Problem details:
Search the data for the string "main" and extract every line where it appears.

(Collected data)
--- START ---
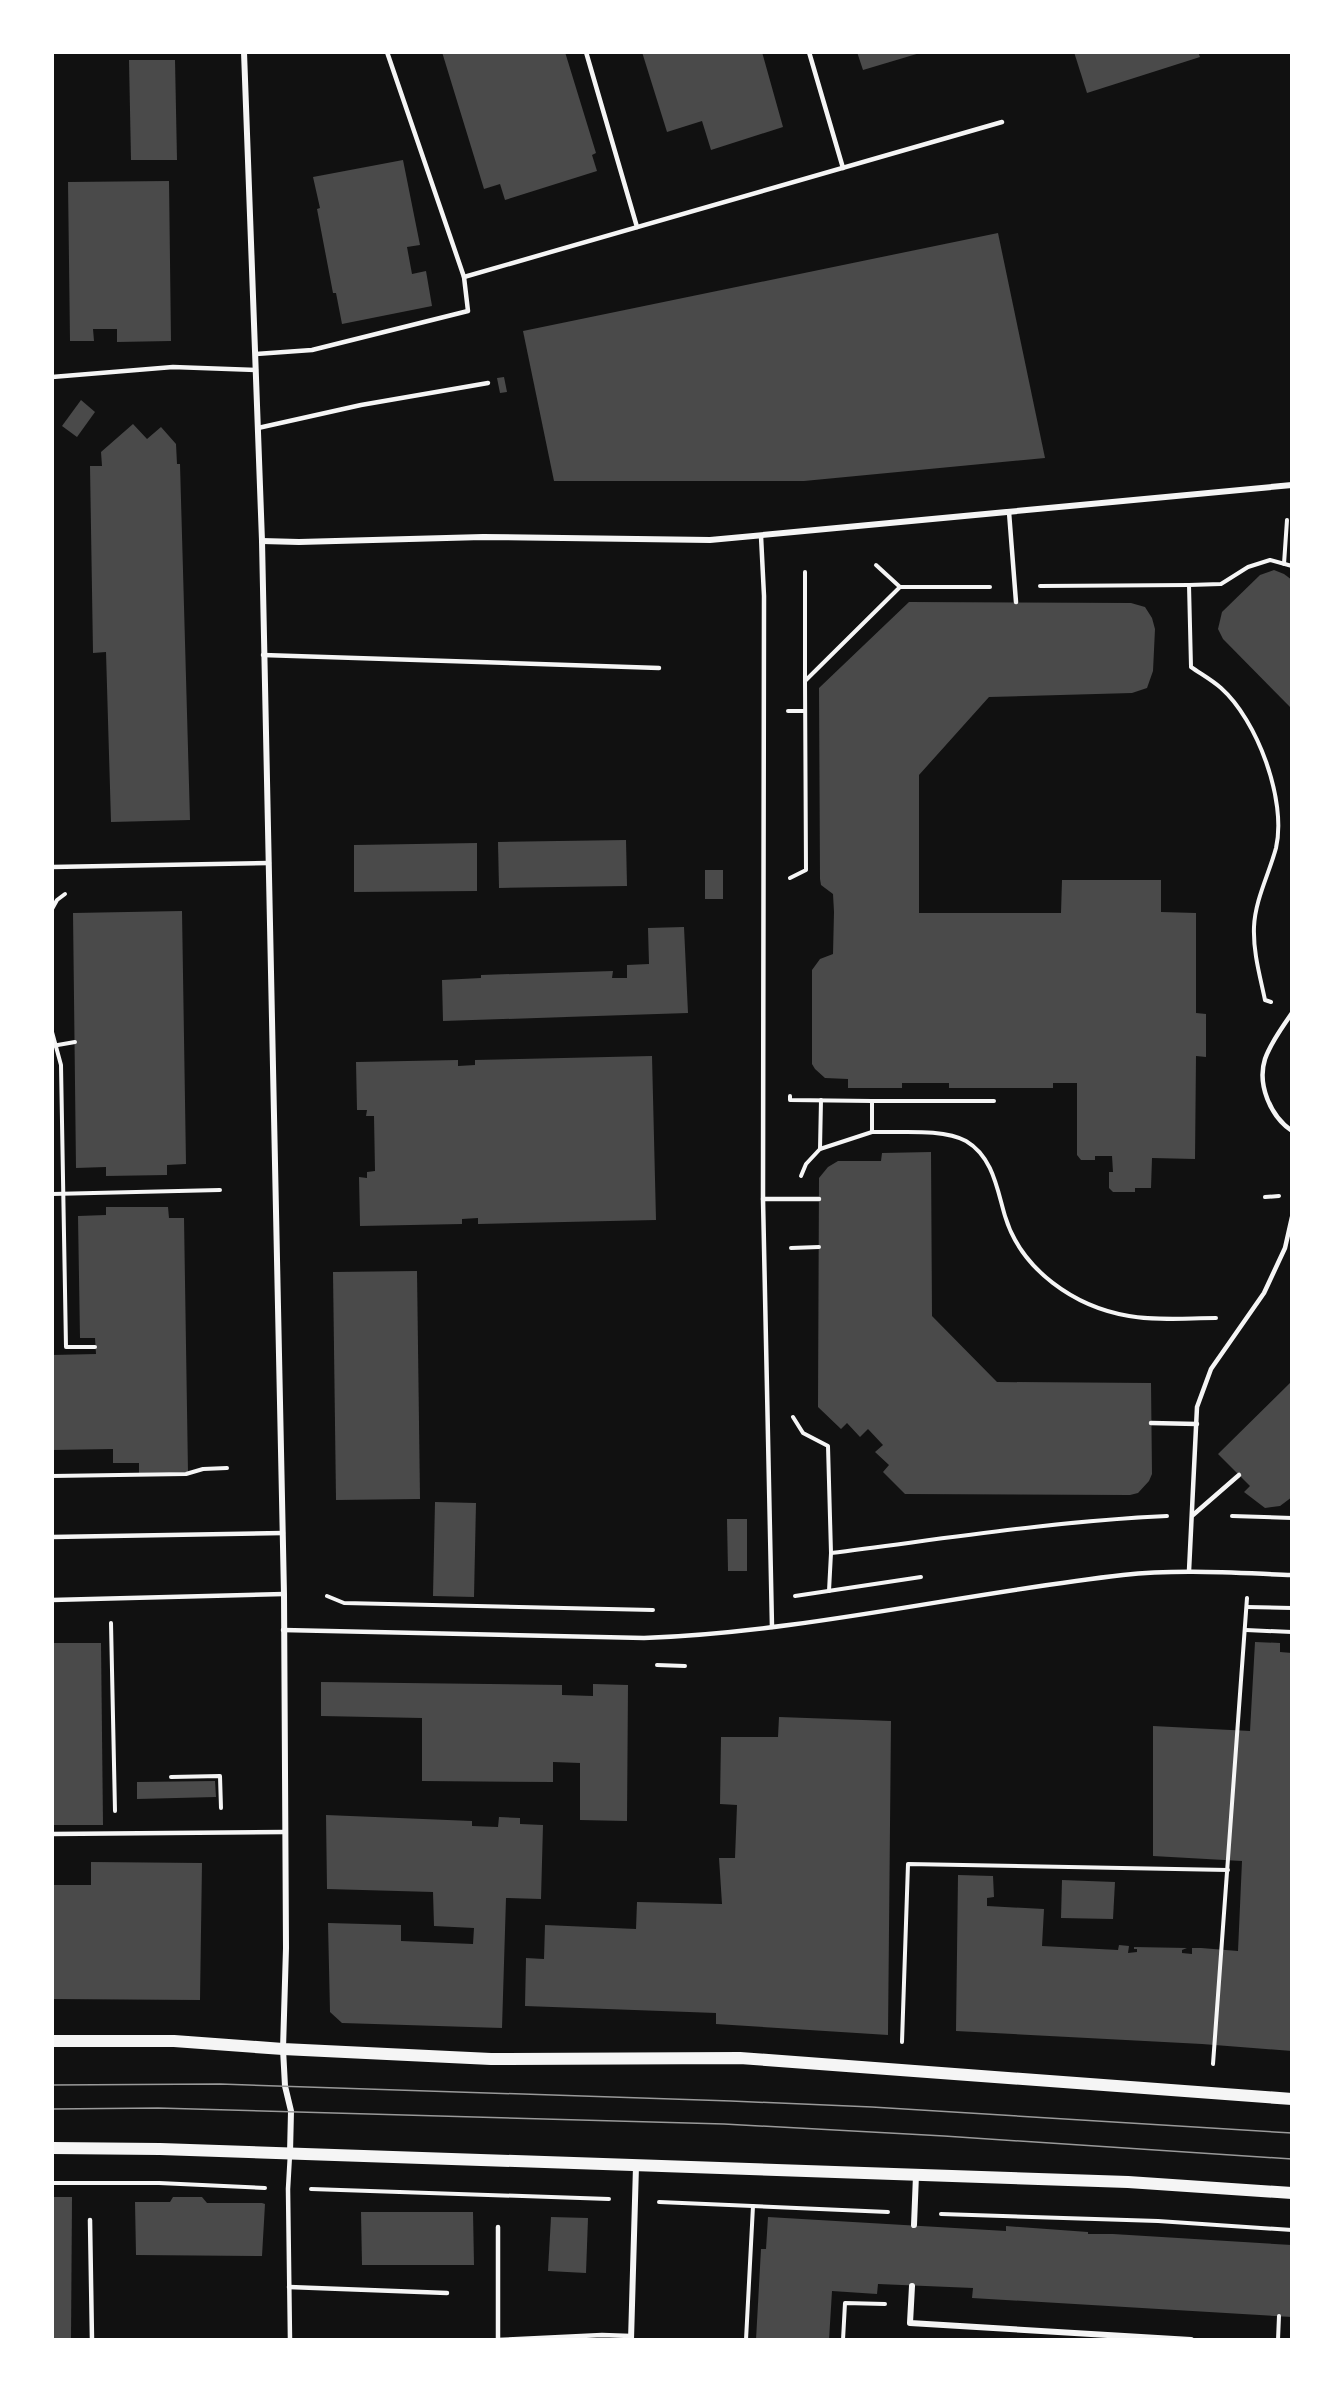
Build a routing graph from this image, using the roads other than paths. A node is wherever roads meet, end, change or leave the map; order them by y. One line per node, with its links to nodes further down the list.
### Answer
1 (244, 52): 9 (street)
2 (387, 52): 8 (lane)
3 (586, 52): 7 (lane)
4 (809, 52): 6 (lane)
5 (1002, 122): 6 (lane)
6 (843, 168): 7 (lane)
7 (637, 227): 8 (lane)
8 (464, 277): 9 (lane)
9 (256, 354): 10 (street)
10 (256, 370): 11 (lane); 13 (street)
11 (52, 377)
12 (488, 383): 13 (lane)
13 (258, 428): 17 (street)
14 (1292, 485): 15 (street)
15 (1009, 512): 16 (street); 18 (lane)
16 (761, 536): 17 (street); 25 (lane)
17 (262, 541): 19 (street)
18 (1017, 602)
19 (263, 655): 20 (lane); 21 (street)
20 (659, 668)
21 (269, 863): 22 (lane); 32 (street)
22 (52, 867)
23 (1292, 1013): 24 (lane)
24 (1292, 1131)
25 (763, 1199): 26 (lane); 38 (lane)
26 (819, 1199)
27 (1292, 1217): 29 (lane)
28 (1151, 1423): 29 (lane)
29 (1197, 1424): 31 (lane)
30 (1239, 1475): 31 (lane)
31 (1193, 1515): 34 (lane)
32 (283, 1533): 33 (lane); 36 (street)
33 (52, 1537)
34 (1189, 1571): 35 (lane); 38 (lane)
35 (1292, 1575)
36 (284, 1594): 37 (lane); 39 (street)
37 (52, 1600)
38 (772, 1627): 39 (lane)
39 (283, 1630): 40 (street)
40 (285, 1832): 41 (lane); 43 (street)
41 (52, 1834)
42 (52, 2041): 43 (main road)
43 (283, 2049): 44 (main road); 46 (street)
44 (1292, 2099)
45 (52, 2148): 46 (main road)
46 (290, 2154): 47 (main road); 54 (lane)
47 (636, 2166): 48 (main road); 56 (street)
48 (916, 2175): 49 (main road); 51 (street)
49 (1292, 2193)
50 (90, 2220): 58 (lane)
51 (914, 2226)
52 (498, 2227): 57 (lane)
53 (912, 2286): 60 (street)
54 (289, 2287): 55 (lane); 59 (lane)
55 (447, 2293)
56 (631, 2338): 57 (lane)
57 (498, 2339)
58 (92, 2340)
59 (290, 2340)
60 (1191, 2340)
--- END ---
Response to this exercise:
42 (52, 2041): 43 (main road)
43 (283, 2049): 44 (main road); 46 (street)
45 (52, 2148): 46 (main road)
46 (290, 2154): 47 (main road); 54 (lane)
47 (636, 2166): 48 (main road); 56 (street)
48 (916, 2175): 49 (main road); 51 (street)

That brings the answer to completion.